In regard to this matter, Governor Denny Tamaki said, “Once we listed the soft seafloor as a reason to revoke [the land reclamation permit], the government took notice. The central government should immediately halt construction and hold negotiations with the prefectural government.”
With these words Governor Tamaki called for a halt to construction, indicating that he does not intend to authorize the revised construction plan.
In the report drawn up by the commissioned vendors for the soil improvement work being considered by the Japanese government, there is mention of the method that may be used in Oura Bay.
The report itemizes 60,000 sand pillars as part of a technique called the “sand compaction pile method,” in which sand pillars are powerfully compacted into the ground using a casing pipe, which will increase the density of the seafloor.
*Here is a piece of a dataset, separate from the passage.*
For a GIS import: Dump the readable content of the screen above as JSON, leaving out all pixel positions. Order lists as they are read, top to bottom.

About 40,000 sand pillars are to be used in this method for the seawall portion.
In the land reclamation area, about 20,000 sand pillars are to be driven into the ground and water pressed out from the soil in a procedure called the “sand drain method.”
About 17 hectares of the seawall area and about 40 hectares of the land reclamation area are up for soil improvement.
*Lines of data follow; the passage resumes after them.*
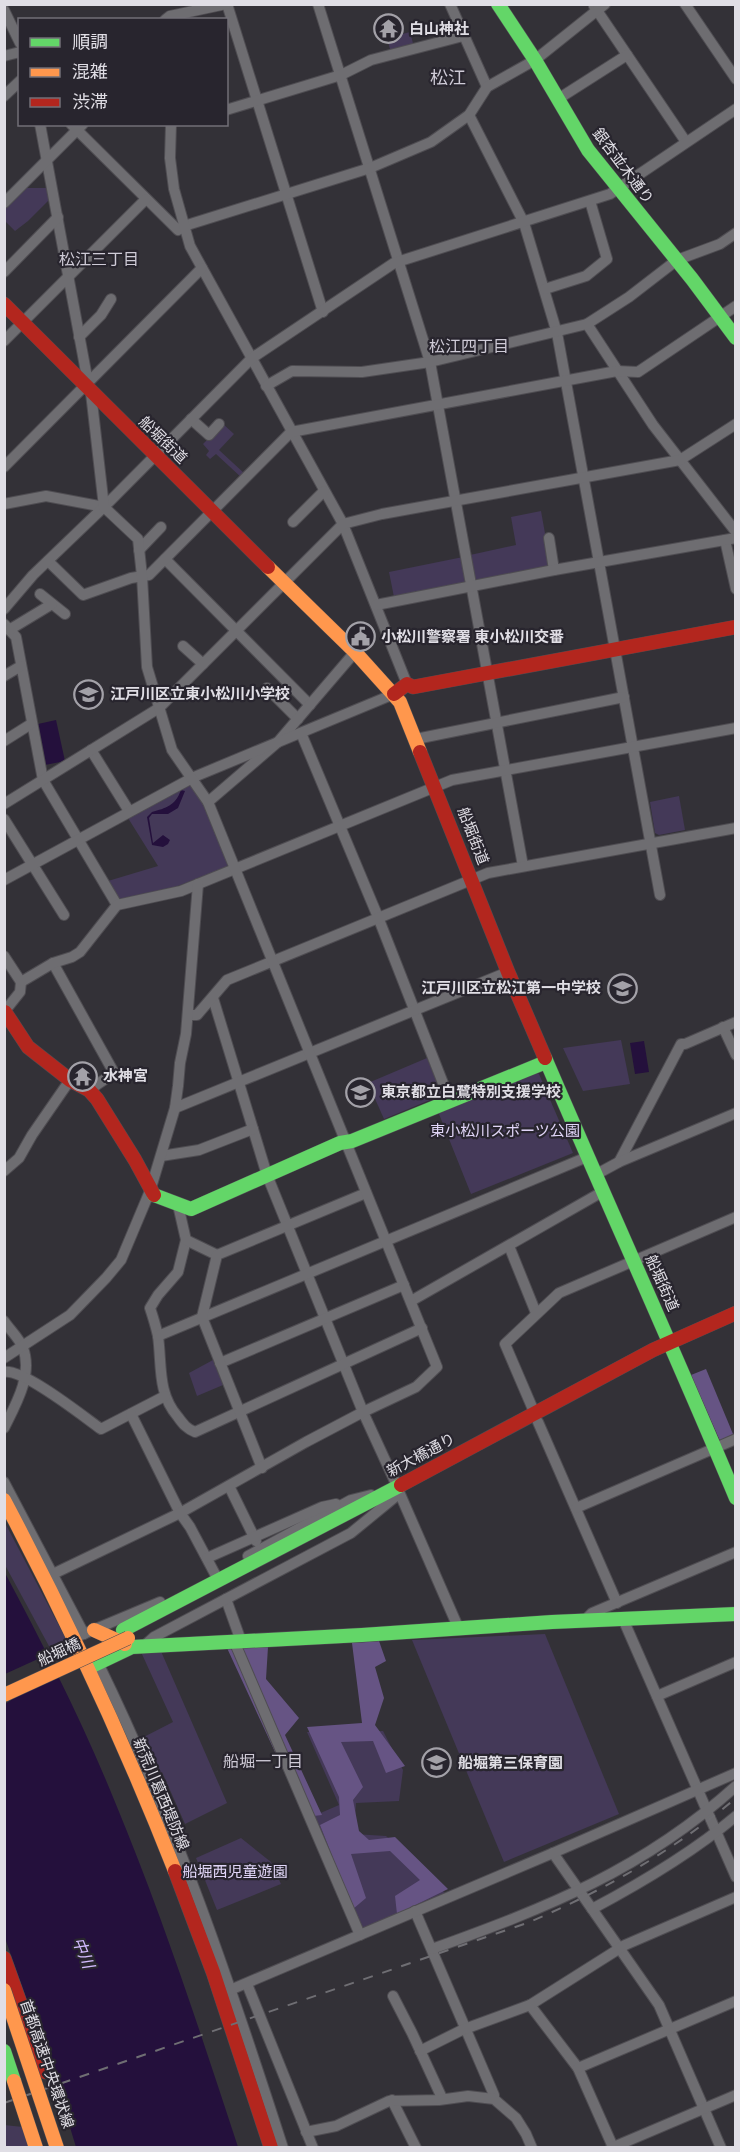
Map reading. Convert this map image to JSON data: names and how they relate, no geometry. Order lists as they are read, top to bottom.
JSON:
{
  "streets": {
    "main road": [
      "銀杏並木通り",
      "船堀街道",
      "新大橋通り",
      "船堀橋",
      "新荒川葛西堤防線",
      "首都高速中央環状線"
    ]
  },
  "crossings": [
    ["船堀街道", "新大橋通り"],
    ["新大橋通り", "船堀橋"]
  ],
  "districts": [
    "松江",
    "松江三丁目",
    "松江四丁目",
    "船堀一丁目"
  ],
  "water": ["中川"],
  "parks": ["東小松川スポーツ公園", "船堀西児童遊園"],
  "places": {
    "temple": ["白山神社", "水神宮"],
    "public building": ["小松川警察署 東小松川交番"],
    "school or university": [
      "江戸川区立東小松川小学校",
      "江戸川区立松江第一中学校",
      "東京都立白鷺特別支援学校",
      "船堀第三保育園"
    ]
  },
  "legend": ["順調", "混雑", "渋滞"]
}
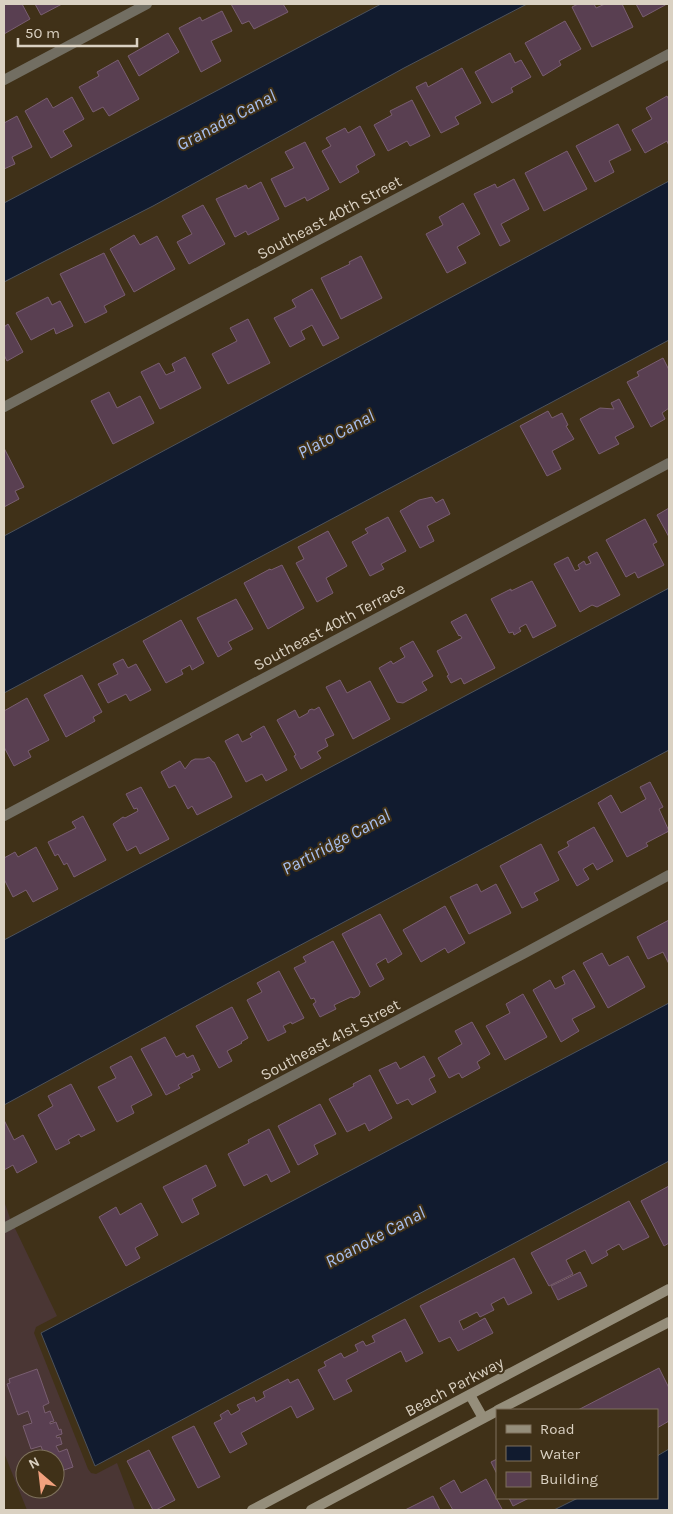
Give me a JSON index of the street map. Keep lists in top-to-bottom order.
{
  "streets": {
    "street": [
      "Southeast 40th Street",
      "Southeast 40th Terrace",
      "Southeast 41st Street",
      "Beach Parkway"
    ]
  },
  "water": [
    "Granada Canal",
    "Plato Canal",
    "Partiridge Canal",
    "Roanoke Canal"
  ],
  "legend": ["Road", "Water", "Building"],
  "scale_bar": "50 m",
  "north": "top left"
}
Reinforcement on each area is expected to take place at a depth of 70 meters underwater.
In regard to the use of an estimated 40,000 sand pillars for the plan in Decemeber last year, a central government employee said, “There will be full-blown examinations after this, so the actual number of pillars is still unclear.
In working out the construction period and costs, I hope to keep [the number of pillars] few.”
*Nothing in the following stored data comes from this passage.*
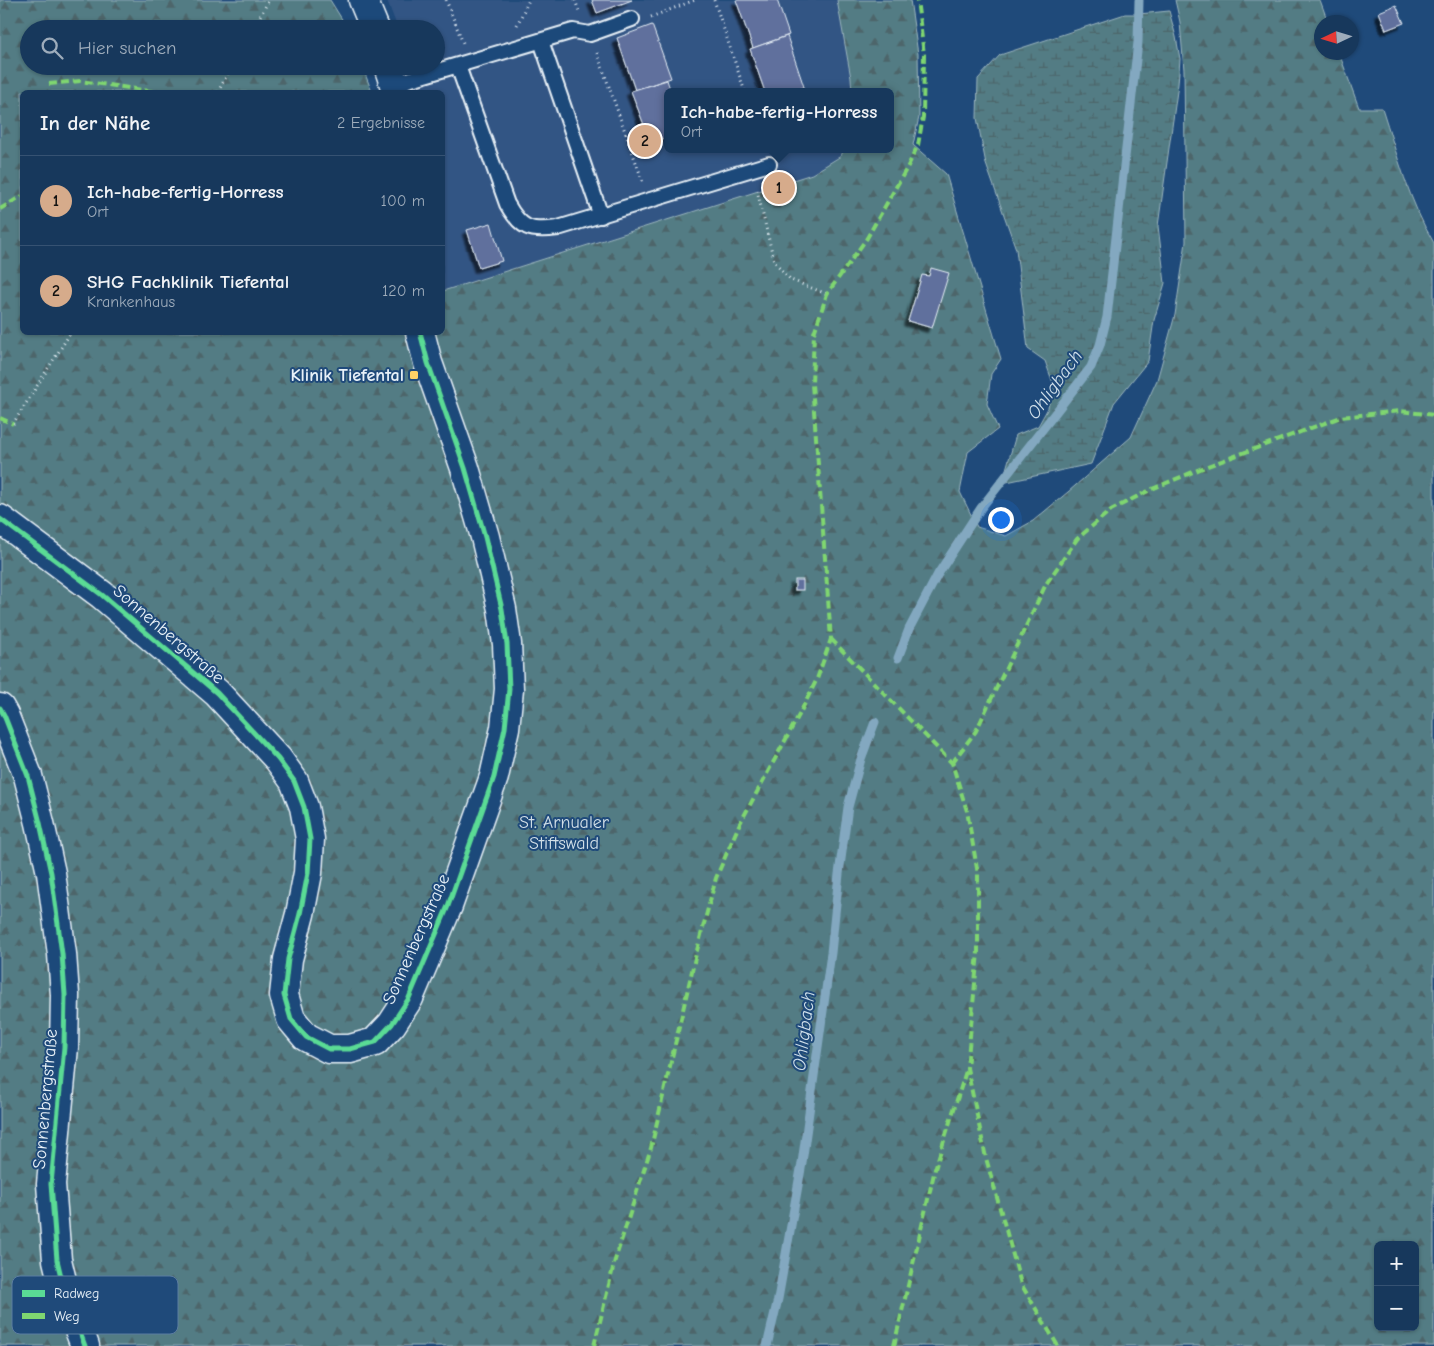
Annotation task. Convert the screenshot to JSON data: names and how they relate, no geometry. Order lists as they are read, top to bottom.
{
  "streets": {
    "street": ["Sonnenbergstraße"]
  },
  "water": ["Ohligbach"],
  "parks": ["St. Arnualer Stiftswald"],
  "places": {
    "transit": ["Klinik Tiefental"]
  },
  "legend": ["Radweg", "Weg"],
  "north": "left",
  "page": {
    "search": "Hier suchen",
    "popup": ["Ich-habe-fertig-Horress", "Ort"],
    "heading": ["In der Nähe", "2 Ergebnisse"],
    "pins": ["2", "1"],
    "list": [
      {
        "mark": "1",
        "name": "Ich-habe-fertig-Horress",
        "note": "Ort",
        "value": "100 m"
      },
      {
        "mark": "2",
        "name": "SHG Fachklinik Tiefental",
        "note": "Krankenhaus",
        "value": "120 m"
      }
    ],
    "map_buttons": ["+", "−"]
  }
}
On January 30, Prime Minister Shinzo Abe for the first time stated his administration’s view that the existence of soft seafloor on the Oura Bay side of the land reclamation area means that ground reinforcement is necessary.
At that time he did not touch on the topic of an application for the revised plan.
On January 31 at the House of Representatives plenary session, in response to Chairman of the Japanese Communist Party Kazuo Shii, Prime Minister Abe explained, “Due to the addition of ground reinforcement work, and because it is essential to apply to the Okinawa Prefectural Government for authorization of the revised plan, the Okinawa Defense Bureau must first conduct necessary examinations.”